You are right, @tucotuco , I was not familiar with Google's search api and I guess I was expecting a bit too much, like a count method or so... So, it seems the only way of counting records is to actually retrieve them and return the length of the array. sigh

Actually, given this difficulty and the current structure, I have been thinking on omitting this whole issue, and here is why:

  1. There is little (if any) potential use for a method such as count from the users' perspective.
  2. Record counts are actually only useful for direct calls to the download api, since portal downloads come after a search event, where record count is already calculated. And direct downloads via the portal-web have already been implemented.
  3. If we enable a new parameter in the search API (like format), where users can decide whether to get records in JSON or TXT format, they will be able to download via that method. But that makes the distinction between both methods a bit blurry...
  4. We can use an approach such as GBIF's: put a hard limit on the number of records retrievable via direct call to the search API, and suggest to use the download API for larger searches...

Again, just thinking out loud here...

tucotuco commented 8 years ago

I agree with all of these observations.

On Tue, May 24, 2016 at 8:01 AM, Javier Otegui notifications@github.com wrote:

You are right, @tucotuco https://github.com/tucotuco , I was not familiar with Google's search api and I guess I was expecting a bit too much, like a count method or so... So, it seems the only way of counting records is to actually retrieve them and return the length of the array. sigh

Actually, given this difficulty and the current structure, I have been thinking on omitting this whole issue, and here is why:

  1. There is little (if any) potential use for a method such as count from the users' perspective.
  2. Record counts are actually only useful for direct calls to the download api, since portal downloads come after a search event, where record count is already calculated.
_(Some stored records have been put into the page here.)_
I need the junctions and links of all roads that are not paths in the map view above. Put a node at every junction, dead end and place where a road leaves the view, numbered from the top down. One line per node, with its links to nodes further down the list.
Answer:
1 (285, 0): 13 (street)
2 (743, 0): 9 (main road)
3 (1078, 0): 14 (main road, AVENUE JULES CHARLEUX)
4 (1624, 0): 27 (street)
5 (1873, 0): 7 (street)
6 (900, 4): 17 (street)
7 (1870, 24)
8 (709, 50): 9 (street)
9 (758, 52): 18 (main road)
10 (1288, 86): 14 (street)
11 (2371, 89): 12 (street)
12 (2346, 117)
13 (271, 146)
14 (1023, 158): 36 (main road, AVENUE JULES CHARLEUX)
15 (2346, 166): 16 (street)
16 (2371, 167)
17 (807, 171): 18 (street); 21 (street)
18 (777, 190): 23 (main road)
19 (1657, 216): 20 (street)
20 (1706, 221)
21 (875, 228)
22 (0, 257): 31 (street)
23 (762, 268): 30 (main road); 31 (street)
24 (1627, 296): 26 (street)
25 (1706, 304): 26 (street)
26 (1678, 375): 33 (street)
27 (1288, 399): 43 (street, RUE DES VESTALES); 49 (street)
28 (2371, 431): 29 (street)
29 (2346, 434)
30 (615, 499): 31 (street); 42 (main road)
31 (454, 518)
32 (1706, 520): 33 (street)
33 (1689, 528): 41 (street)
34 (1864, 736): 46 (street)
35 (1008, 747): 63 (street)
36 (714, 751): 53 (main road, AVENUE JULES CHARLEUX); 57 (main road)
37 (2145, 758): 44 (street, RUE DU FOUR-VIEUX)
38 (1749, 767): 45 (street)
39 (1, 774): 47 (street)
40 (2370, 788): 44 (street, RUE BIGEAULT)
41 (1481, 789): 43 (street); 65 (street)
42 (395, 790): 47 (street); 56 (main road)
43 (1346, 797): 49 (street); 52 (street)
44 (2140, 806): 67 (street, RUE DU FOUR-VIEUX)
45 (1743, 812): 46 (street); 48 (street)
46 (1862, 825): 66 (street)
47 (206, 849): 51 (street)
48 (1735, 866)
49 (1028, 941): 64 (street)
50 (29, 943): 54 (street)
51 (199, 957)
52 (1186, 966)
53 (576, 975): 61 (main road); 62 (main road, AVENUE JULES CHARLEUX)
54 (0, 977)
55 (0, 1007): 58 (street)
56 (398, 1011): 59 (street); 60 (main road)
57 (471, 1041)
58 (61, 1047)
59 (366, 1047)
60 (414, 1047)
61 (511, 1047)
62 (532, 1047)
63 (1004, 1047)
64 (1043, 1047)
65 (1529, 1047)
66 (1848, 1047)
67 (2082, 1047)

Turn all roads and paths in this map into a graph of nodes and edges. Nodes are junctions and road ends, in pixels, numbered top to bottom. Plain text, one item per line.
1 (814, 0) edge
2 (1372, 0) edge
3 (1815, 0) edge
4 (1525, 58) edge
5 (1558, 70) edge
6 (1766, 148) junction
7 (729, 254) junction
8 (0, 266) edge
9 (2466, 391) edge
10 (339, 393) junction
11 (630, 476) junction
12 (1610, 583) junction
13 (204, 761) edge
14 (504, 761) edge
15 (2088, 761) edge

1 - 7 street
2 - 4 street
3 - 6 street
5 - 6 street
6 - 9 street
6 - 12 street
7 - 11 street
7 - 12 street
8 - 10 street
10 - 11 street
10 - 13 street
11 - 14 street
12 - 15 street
And direct downloads via the portal-web have already been implemented.
  3. If we enable a new parameter in the search API (like format), where users can decide whether to get records in JSON or TXT format, they will be able to download via that method. But that makes the distinction between both methods a bit blurry...
  4. We can use an approach such as GBIF's: put a hard limit on the number of records retrievable via direct call to the search API, and suggest to use the download API for larger searches...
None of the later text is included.